The new Japanese Nuclear Safety Authority (NRA – Nuclear Regulation Authority) is considered independent. It will publish this summer 2013 a collection of basic safety rules and prescribe generic or specific work to each nuclear site in the archipelago.
These preventive improvements will take several months to a few years. They will be carried out under the precondition that the political decision to relaunch nuclear power is affirmed and accepted by civil society.
The risks of a transoceanic shipping of spent fuel containing plutonium are unacceptable today, particularly because of political, military and nuclear tensions between North Korea, South Korea and Japan.

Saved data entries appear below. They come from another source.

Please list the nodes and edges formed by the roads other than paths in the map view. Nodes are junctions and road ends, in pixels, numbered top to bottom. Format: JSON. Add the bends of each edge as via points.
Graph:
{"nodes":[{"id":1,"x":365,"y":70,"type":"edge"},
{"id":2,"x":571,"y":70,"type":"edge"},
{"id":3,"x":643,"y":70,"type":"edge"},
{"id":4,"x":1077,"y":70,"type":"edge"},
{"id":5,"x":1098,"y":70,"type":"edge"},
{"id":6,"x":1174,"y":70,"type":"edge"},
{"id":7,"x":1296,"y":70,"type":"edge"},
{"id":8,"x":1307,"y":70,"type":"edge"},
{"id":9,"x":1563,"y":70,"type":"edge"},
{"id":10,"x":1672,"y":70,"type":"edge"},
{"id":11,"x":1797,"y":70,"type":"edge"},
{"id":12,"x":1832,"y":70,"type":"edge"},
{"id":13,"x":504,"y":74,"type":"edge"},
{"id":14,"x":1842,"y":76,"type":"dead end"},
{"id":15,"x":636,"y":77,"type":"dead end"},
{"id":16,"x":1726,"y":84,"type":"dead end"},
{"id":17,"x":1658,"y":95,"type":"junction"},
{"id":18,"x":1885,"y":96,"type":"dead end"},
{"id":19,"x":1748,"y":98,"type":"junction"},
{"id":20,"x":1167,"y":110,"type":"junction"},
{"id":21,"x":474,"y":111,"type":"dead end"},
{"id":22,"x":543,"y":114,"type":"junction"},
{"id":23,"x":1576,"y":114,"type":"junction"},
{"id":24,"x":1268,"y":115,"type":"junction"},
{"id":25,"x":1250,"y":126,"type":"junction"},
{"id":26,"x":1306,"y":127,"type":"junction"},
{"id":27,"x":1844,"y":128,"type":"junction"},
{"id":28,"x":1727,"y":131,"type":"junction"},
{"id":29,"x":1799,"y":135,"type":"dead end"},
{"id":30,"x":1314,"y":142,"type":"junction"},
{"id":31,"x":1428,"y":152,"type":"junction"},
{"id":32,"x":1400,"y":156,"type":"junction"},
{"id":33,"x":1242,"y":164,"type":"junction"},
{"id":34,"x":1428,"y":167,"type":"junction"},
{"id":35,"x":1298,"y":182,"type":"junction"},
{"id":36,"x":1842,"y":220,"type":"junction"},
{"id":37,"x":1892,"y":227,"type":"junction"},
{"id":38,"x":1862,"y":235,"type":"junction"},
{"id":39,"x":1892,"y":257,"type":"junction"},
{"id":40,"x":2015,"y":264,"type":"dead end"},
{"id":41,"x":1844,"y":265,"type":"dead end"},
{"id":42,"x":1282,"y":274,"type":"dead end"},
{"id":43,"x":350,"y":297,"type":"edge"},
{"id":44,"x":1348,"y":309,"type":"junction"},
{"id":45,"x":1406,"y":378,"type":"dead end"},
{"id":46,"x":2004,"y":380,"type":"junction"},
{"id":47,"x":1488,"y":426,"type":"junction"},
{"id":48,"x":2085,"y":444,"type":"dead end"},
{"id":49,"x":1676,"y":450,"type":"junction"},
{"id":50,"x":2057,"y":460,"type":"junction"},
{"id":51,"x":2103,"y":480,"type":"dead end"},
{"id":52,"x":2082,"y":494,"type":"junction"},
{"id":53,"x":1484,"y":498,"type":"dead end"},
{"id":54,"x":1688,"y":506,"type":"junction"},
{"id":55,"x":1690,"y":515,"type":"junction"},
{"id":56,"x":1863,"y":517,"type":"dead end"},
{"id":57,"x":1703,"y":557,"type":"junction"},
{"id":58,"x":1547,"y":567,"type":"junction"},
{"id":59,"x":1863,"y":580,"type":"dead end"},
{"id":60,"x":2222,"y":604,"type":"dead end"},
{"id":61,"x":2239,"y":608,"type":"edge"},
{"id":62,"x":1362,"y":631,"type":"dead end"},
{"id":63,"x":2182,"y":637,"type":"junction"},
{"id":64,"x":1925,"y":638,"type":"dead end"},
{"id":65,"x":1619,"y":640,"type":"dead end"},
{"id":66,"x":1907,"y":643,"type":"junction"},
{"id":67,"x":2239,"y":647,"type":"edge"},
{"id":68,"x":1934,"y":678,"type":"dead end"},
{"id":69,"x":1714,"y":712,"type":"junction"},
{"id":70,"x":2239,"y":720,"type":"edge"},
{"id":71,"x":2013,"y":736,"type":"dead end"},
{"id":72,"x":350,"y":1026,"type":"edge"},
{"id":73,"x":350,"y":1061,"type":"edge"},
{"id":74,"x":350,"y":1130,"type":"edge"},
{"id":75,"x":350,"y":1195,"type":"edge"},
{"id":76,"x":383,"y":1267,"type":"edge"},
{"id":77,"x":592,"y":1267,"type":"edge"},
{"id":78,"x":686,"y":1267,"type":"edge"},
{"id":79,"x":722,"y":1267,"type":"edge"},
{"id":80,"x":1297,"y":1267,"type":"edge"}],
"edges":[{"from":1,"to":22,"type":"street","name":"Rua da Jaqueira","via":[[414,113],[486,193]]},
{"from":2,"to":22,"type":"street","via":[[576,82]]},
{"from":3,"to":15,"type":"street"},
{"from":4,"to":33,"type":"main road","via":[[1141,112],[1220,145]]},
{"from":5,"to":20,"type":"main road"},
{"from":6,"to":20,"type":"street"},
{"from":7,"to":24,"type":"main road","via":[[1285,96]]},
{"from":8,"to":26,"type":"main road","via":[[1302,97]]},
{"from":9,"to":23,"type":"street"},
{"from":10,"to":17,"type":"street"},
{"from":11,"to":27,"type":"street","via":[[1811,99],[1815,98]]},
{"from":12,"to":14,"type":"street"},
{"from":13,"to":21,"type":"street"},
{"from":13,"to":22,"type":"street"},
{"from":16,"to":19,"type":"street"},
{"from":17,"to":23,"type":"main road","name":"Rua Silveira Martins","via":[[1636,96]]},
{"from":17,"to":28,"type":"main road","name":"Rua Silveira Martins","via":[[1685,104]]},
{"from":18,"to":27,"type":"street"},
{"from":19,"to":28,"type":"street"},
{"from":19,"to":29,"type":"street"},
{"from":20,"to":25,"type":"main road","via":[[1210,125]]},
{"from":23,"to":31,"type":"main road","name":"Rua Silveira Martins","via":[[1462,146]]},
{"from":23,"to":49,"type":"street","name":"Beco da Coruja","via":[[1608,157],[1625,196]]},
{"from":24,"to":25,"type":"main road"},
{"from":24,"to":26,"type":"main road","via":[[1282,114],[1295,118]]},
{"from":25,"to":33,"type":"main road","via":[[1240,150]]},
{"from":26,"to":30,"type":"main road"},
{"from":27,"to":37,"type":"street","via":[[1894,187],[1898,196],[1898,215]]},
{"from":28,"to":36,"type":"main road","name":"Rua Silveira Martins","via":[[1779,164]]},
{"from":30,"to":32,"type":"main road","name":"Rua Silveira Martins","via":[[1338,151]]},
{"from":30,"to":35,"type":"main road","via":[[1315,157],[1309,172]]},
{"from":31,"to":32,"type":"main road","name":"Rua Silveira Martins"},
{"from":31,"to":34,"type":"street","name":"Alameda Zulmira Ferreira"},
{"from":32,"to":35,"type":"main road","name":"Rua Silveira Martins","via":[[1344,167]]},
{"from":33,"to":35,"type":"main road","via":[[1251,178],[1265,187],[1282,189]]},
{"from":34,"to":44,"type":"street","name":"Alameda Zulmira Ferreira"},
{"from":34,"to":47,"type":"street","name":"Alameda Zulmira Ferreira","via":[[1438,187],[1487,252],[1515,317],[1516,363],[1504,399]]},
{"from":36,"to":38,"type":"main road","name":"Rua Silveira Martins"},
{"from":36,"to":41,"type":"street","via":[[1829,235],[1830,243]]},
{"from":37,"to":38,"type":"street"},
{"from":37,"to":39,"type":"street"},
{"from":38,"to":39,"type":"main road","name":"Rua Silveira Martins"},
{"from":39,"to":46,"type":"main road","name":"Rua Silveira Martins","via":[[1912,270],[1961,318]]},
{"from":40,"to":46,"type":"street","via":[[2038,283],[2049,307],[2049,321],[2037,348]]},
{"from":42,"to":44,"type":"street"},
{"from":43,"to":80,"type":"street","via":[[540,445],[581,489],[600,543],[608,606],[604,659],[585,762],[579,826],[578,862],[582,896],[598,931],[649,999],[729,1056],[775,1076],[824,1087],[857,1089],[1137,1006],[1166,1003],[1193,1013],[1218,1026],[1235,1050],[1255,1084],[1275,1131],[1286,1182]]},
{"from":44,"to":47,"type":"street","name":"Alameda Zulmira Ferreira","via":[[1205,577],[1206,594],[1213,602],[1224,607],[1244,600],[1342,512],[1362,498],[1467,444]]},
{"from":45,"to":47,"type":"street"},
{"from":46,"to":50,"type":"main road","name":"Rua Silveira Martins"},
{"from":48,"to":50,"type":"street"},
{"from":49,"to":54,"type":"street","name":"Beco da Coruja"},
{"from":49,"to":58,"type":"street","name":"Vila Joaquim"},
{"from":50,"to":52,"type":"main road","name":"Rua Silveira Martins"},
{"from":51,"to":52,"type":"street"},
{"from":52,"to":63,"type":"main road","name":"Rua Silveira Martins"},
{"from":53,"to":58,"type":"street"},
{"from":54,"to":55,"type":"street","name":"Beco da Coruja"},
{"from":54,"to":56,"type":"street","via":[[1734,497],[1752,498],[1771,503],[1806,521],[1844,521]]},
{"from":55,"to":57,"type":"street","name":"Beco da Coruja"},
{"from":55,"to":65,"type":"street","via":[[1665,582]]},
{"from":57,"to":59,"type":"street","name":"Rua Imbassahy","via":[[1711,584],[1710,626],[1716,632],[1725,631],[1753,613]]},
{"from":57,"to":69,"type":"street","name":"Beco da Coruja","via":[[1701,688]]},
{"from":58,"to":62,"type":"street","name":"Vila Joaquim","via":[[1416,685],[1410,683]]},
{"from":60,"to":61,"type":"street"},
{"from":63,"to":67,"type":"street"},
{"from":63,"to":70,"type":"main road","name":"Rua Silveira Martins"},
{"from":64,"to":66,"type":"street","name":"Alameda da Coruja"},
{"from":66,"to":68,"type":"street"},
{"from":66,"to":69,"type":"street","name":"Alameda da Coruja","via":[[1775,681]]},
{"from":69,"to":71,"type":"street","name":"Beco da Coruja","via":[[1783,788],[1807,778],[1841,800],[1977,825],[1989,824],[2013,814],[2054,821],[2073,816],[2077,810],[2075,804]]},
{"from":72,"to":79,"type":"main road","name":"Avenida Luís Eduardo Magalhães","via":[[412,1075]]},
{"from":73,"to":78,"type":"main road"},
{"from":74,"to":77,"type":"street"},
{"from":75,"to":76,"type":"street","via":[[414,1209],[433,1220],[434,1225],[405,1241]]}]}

However, a new and adventurous expedition between France and Japan is imminent. It will involve physical protection by the United Kingdom, the United States and France. This military character will not eliminate risks to maritime safety, the marine environment and fishing activities if the carrier vessel were to collide with another ship or sink.
The French State and Areva, the company that produces the MOX fuel (Mixed Oxide), already share in the responsibility of the Fukushima disaster since they accepted the export of nuclear fuel into an unsuitable, poorly organized site saturated with nuclear waste.
The French State, Areva and the French Nuclear Safety Authority cannot allow this delivery to take place as long as Japan’s energy policy and management of nuclear power plants are not clarified.
As a result, Robin des Bois demands the cancellation of the delivery of MOX to reactor No. 3 on the Takahama site, which borders the Pacific Ocean in a region that Japan affectionately nicknamed, in recognition of its atomic partnership with France, the “Champs Elysées of nuclear power.”